> AIM OF THE TASK
The expected output is the complete data, reproduced exactly.

[ENTRIES SUPPLIED — start]

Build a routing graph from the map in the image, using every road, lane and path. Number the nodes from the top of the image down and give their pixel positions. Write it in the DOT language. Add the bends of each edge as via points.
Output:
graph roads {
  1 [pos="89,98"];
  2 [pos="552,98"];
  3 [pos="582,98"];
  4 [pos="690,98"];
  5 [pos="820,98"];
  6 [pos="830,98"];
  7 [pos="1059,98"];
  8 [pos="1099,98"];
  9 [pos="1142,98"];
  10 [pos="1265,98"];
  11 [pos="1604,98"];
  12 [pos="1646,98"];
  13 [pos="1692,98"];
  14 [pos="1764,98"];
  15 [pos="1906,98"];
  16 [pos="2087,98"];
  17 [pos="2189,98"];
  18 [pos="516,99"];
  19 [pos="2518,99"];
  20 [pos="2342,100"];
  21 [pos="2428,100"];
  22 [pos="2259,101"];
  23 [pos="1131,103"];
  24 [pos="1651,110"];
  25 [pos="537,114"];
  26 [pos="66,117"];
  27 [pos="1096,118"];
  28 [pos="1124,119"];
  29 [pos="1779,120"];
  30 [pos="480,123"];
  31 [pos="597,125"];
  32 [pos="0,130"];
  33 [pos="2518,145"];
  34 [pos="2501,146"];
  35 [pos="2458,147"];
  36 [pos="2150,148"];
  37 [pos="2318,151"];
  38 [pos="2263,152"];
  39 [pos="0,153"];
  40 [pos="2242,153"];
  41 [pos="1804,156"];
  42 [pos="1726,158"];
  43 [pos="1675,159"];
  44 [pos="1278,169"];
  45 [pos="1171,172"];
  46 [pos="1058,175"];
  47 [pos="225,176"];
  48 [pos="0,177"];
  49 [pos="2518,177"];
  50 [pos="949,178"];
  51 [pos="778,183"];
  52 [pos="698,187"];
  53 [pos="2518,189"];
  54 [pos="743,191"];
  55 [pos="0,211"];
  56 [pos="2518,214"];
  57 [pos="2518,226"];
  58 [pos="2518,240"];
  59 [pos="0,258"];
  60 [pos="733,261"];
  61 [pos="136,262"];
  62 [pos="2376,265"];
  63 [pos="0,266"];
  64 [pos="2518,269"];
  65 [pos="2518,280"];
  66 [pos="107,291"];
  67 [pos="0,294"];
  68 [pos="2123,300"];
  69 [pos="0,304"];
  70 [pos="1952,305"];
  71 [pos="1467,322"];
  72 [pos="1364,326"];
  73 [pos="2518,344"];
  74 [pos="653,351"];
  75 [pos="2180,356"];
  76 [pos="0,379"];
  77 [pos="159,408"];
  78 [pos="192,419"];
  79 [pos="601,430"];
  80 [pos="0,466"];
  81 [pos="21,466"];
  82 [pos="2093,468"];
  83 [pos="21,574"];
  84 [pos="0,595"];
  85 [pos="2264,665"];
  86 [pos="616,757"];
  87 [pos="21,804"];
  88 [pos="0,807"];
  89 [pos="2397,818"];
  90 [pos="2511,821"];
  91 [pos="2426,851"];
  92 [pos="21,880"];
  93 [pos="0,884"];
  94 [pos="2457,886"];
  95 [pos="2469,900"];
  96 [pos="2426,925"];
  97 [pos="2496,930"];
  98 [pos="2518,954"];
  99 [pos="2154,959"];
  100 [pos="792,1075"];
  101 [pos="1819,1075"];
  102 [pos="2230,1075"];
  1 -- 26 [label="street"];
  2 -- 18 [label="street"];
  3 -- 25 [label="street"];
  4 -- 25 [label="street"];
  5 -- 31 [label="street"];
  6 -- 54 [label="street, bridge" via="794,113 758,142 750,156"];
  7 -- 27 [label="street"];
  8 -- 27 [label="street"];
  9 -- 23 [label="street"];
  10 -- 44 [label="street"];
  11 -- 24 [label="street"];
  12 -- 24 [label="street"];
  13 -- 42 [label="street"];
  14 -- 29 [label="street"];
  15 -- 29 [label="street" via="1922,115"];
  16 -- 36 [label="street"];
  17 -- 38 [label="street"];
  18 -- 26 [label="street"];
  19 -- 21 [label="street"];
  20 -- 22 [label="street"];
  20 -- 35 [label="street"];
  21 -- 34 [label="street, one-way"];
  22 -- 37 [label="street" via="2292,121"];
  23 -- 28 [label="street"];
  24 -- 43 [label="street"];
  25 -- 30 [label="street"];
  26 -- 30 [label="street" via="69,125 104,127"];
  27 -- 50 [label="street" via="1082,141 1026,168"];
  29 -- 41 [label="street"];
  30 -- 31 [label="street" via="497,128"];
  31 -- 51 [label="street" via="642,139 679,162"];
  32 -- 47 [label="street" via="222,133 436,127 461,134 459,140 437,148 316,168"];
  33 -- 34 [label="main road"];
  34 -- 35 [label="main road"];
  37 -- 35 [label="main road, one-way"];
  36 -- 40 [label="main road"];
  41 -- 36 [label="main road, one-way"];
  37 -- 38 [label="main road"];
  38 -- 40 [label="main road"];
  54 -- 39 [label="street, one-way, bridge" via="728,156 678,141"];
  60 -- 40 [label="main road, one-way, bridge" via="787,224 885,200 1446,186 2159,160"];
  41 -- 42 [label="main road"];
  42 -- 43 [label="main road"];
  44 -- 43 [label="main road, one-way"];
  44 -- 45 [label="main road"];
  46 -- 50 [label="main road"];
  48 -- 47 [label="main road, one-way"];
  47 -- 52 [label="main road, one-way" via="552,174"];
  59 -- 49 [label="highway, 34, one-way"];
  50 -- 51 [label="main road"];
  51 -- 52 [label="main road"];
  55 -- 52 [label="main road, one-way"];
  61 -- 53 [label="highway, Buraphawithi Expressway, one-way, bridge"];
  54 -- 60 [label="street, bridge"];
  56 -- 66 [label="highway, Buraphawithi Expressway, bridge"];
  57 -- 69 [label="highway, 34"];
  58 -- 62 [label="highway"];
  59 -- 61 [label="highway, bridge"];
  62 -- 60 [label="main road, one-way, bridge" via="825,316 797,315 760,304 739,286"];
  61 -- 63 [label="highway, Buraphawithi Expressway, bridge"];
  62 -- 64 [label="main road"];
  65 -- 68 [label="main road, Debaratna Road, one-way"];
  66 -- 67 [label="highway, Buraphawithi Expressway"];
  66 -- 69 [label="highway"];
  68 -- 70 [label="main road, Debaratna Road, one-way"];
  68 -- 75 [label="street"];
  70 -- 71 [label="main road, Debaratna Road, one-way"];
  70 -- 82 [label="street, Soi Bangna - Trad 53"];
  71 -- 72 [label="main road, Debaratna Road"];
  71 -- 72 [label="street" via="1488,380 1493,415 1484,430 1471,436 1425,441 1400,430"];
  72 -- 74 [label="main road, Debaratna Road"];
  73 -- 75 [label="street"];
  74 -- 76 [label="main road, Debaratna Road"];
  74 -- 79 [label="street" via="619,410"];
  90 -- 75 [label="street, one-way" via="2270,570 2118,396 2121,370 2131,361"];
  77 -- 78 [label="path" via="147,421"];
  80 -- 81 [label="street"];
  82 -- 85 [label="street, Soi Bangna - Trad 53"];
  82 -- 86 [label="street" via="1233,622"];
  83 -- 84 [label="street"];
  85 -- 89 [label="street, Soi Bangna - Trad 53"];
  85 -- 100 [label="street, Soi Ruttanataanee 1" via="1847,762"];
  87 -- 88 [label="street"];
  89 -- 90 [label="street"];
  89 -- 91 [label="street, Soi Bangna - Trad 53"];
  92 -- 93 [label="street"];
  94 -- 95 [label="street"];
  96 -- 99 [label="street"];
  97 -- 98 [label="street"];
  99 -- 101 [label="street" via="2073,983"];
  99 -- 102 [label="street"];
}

[ENTRIES SUPPLIED — finish]

> SOLUTION BELOW
Build a routing graph from the map in the image, using every road, lane and path. Number the nodes from the top of the image down and give their pixel positions. Write it in the DOT language. Add the bends of each edge as via points.
Output:
graph roads {
  1 [pos="89,98"];
  2 [pos="552,98"];
  3 [pos="582,98"];
  4 [pos="690,98"];
  5 [pos="820,98"];
  6 [pos="830,98"];
  7 [pos="1059,98"];
  8 [pos="1099,98"];
  9 [pos="1142,98"];
  10 [pos="1265,98"];
  11 [pos="1604,98"];
  12 [pos="1646,98"];
  13 [pos="1692,98"];
  14 [pos="1764,98"];
  15 [pos="1906,98"];
  16 [pos="2087,98"];
  17 [pos="2189,98"];
  18 [pos="516,99"];
  19 [pos="2518,99"];
  20 [pos="2342,100"];
  21 [pos="2428,100"];
  22 [pos="2259,101"];
  23 [pos="1131,103"];
  24 [pos="1651,110"];
  25 [pos="537,114"];
  26 [pos="66,117"];
  27 [pos="1096,118"];
  28 [pos="1124,119"];
  29 [pos="1779,120"];
  30 [pos="480,123"];
  31 [pos="597,125"];
  32 [pos="0,130"];
  33 [pos="2518,145"];
  34 [pos="2501,146"];
  35 [pos="2458,147"];
  36 [pos="2150,148"];
  37 [pos="2318,151"];
  38 [pos="2263,152"];
  39 [pos="0,153"];
  40 [pos="2242,153"];
  41 [pos="1804,156"];
  42 [pos="1726,158"];
  43 [pos="1675,159"];
  44 [pos="1278,169"];
  45 [pos="1171,172"];
  46 [pos="1058,175"];
  47 [pos="225,176"];
  48 [pos="0,177"];
  49 [pos="2518,177"];
  50 [pos="949,178"];
  51 [pos="778,183"];
  52 [pos="698,187"];
  53 [pos="2518,189"];
  54 [pos="743,191"];
  55 [pos="0,211"];
  56 [pos="2518,214"];
  57 [pos="2518,226"];
  58 [pos="2518,240"];
  59 [pos="0,258"];
  60 [pos="733,261"];
  61 [pos="136,262"];
  62 [pos="2376,265"];
  63 [pos="0,266"];
  64 [pos="2518,269"];
  65 [pos="2518,280"];
  66 [pos="107,291"];
  67 [pos="0,294"];
  68 [pos="2123,300"];
  69 [pos="0,304"];
  70 [pos="1952,305"];
  71 [pos="1467,322"];
  72 [pos="1364,326"];
  73 [pos="2518,344"];
  74 [pos="653,351"];
  75 [pos="2180,356"];
  76 [pos="0,379"];
  77 [pos="159,408"];
  78 [pos="192,419"];
  79 [pos="601,430"];
  80 [pos="0,466"];
  81 [pos="21,466"];
  82 [pos="2093,468"];
  83 [pos="21,574"];
  84 [pos="0,595"];
  85 [pos="2264,665"];
  86 [pos="616,757"];
  87 [pos="21,804"];
  88 [pos="0,807"];
  89 [pos="2397,818"];
  90 [pos="2511,821"];
  91 [pos="2426,851"];
  92 [pos="21,880"];
  93 [pos="0,884"];
  94 [pos="2457,886"];
  95 [pos="2469,900"];
  96 [pos="2426,925"];
  97 [pos="2496,930"];
  98 [pos="2518,954"];
  99 [pos="2154,959"];
  100 [pos="792,1075"];
  101 [pos="1819,1075"];
  102 [pos="2230,1075"];
  1 -- 26 [label="street"];
  2 -- 18 [label="street"];
  3 -- 25 [label="street"];
  4 -- 25 [label="street"];
  5 -- 31 [label="street"];
  6 -- 54 [label="street, bridge" via="794,113 758,142 750,156"];
  7 -- 27 [label="street"];
  8 -- 27 [label="street"];
  9 -- 23 [label="street"];
  10 -- 44 [label="street"];
  11 -- 24 [label="street"];
  12 -- 24 [label="street"];
  13 -- 42 [label="street"];
  14 -- 29 [label="street"];
  15 -- 29 [label="street" via="1922,115"];
  16 -- 36 [label="street"];
  17 -- 38 [label="street"];
  18 -- 26 [label="street"];
  19 -- 21 [label="street"];
  20 -- 22 [label="street"];
  20 -- 35 [label="street"];
  21 -- 34 [label="street, one-way"];
  22 -- 37 [label="street" via="2292,121"];
  23 -- 28 [label="street"];
  24 -- 43 [label="street"];
  25 -- 30 [label="street"];
  26 -- 30 [label="street" via="69,125 104,127"];
  27 -- 50 [label="street" via="1082,141 1026,168"];
  29 -- 41 [label="street"];
  30 -- 31 [label="street" via="497,128"];
  31 -- 51 [label="street" via="642,139 679,162"];
  32 -- 47 [label="street" via="222,133 436,127 461,134 459,140 437,148 316,168"];
  33 -- 34 [label="main road"];
  34 -- 35 [label="main road"];
  37 -- 35 [label="main road, one-way"];
  36 -- 40 [label="main road"];
  41 -- 36 [label="main road, one-way"];
  37 -- 38 [label="main road"];
  38 -- 40 [label="main road"];
  54 -- 39 [label="street, one-way, bridge" via="728,156 678,141"];
  60 -- 40 [label="main road, one-way, bridge" via="787,224 885,200 1446,186 2159,160"];
  41 -- 42 [label="main road"];
  42 -- 43 [label="main road"];
  44 -- 43 [label="main road, one-way"];
  44 -- 45 [label="main road"];
  46 -- 50 [label="main road"];
  48 -- 47 [label="main road, one-way"];
  47 -- 52 [label="main road, one-way" via="552,174"];
  59 -- 49 [label="highway, 34, one-way"];
  50 -- 51 [label="main road"];
  51 -- 52 [label="main road"];
  55 -- 52 [label="main road, one-way"];
  61 -- 53 [label="highway, Buraphawithi Expressway, one-way, bridge"];
  54 -- 60 [label="street, bridge"];
  56 -- 66 [label="highway, Buraphawithi Expressway, bridge"];
  57 -- 69 [label="highway, 34"];
  58 -- 62 [label="highway"];
  59 -- 61 [label="highway, bridge"];
  62 -- 60 [label="main road, one-way, bridge" via="825,316 797,315 760,304 739,286"];
  61 -- 63 [label="highway, Buraphawithi Expressway, bridge"];
  62 -- 64 [label="main road"];
  65 -- 68 [label="main road, Debaratna Road, one-way"];
  66 -- 67 [label="highway, Buraphawithi Expressway"];
  66 -- 69 [label="highway"];
  68 -- 70 [label="main road, Debaratna Road, one-way"];
  68 -- 75 [label="street"];
  70 -- 71 [label="main road, Debaratna Road, one-way"];
  70 -- 82 [label="street, Soi Bangna - Trad 53"];
  71 -- 72 [label="main road, Debaratna Road"];
  71 -- 72 [label="street" via="1488,380 1493,415 1484,430 1471,436 1425,441 1400,430"];
  72 -- 74 [label="main road, Debaratna Road"];
  73 -- 75 [label="street"];
  74 -- 76 [label="main road, Debaratna Road"];
  74 -- 79 [label="street" via="619,410"];
  90 -- 75 [label="street, one-way" via="2270,570 2118,396 2121,370 2131,361"];
  77 -- 78 [label="path" via="147,421"];
  80 -- 81 [label="street"];
  82 -- 85 [label="street, Soi Bangna - Trad 53"];
  82 -- 86 [label="street" via="1233,622"];
  83 -- 84 [label="street"];
  85 -- 89 [label="street, Soi Bangna - Trad 53"];
  85 -- 100 [label="street, Soi Ruttanataanee 1" via="1847,762"];
  87 -- 88 [label="street"];
  89 -- 90 [label="street"];
  89 -- 91 [label="street, Soi Bangna - Trad 53"];
  92 -- 93 [label="street"];
  94 -- 95 [label="street"];
  96 -- 99 [label="street"];
  97 -- 98 [label="street"];
  99 -- 101 [label="street" via="2073,983"];
  99 -- 102 [label="street"];
}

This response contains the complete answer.